* _Aim of the exercise_
Please state how many lines of the data contain "Dighi". The number by itself is enough.

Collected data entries
= Beginning of Section =

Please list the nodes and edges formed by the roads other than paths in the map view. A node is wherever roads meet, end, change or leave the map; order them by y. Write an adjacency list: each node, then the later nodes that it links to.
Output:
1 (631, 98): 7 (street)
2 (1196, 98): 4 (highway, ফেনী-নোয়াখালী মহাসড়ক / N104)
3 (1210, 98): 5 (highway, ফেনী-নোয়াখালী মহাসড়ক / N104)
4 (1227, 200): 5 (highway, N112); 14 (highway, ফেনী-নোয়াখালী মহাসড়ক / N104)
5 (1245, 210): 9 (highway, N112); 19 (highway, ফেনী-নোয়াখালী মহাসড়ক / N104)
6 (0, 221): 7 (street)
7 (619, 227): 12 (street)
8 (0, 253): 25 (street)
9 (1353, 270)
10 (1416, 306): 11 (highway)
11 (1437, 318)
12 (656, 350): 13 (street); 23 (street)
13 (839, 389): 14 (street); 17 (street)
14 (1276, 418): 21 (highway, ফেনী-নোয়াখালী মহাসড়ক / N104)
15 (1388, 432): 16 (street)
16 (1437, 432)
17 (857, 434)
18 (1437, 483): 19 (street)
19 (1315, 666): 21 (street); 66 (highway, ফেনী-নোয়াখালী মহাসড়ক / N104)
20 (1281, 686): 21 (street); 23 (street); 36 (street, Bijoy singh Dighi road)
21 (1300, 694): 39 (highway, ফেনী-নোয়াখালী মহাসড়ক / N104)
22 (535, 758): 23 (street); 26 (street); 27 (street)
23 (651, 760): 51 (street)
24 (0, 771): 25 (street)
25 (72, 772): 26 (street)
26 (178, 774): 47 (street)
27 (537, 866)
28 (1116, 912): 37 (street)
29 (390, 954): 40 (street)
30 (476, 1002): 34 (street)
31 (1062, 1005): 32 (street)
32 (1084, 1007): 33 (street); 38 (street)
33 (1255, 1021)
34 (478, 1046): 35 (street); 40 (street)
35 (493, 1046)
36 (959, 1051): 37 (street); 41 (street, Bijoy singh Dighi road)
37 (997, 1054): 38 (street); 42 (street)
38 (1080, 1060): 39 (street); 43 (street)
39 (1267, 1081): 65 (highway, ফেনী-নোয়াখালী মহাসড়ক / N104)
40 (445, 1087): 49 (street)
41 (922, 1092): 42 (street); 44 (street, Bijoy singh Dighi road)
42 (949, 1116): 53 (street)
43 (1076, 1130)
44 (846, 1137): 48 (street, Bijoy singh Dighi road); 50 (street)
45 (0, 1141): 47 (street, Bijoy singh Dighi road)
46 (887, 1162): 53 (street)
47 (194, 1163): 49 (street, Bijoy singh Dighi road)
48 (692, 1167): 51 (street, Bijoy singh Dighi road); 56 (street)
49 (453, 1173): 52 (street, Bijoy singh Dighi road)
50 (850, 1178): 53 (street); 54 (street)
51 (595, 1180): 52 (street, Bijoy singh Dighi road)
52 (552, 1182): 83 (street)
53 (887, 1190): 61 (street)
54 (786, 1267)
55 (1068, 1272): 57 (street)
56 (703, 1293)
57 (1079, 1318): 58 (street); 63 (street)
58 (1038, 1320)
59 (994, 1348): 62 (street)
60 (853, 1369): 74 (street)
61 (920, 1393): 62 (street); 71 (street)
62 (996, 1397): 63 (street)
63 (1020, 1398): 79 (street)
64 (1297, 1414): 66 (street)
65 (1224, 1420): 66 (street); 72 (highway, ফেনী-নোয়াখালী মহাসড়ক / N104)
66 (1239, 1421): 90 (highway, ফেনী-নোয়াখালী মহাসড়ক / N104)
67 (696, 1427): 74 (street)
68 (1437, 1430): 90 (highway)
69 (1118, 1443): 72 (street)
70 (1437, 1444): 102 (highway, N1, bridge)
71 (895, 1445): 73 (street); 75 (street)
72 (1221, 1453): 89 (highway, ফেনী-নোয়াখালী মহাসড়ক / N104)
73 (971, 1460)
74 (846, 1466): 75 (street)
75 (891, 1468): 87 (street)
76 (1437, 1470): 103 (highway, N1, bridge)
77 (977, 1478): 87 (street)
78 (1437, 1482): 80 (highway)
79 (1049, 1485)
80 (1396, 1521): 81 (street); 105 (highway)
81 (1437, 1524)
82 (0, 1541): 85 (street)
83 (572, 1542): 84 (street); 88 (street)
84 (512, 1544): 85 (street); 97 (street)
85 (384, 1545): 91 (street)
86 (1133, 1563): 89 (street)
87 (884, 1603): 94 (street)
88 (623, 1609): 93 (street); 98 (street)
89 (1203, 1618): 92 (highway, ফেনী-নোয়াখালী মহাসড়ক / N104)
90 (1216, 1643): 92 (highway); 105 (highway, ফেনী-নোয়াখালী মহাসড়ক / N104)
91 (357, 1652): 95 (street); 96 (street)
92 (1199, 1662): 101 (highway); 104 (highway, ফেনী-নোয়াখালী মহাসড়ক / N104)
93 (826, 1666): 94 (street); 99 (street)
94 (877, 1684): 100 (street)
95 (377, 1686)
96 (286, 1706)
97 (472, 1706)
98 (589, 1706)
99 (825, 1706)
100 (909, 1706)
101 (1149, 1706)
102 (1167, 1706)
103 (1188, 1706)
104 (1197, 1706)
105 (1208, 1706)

= End of Section =

* _Completed exercise_
9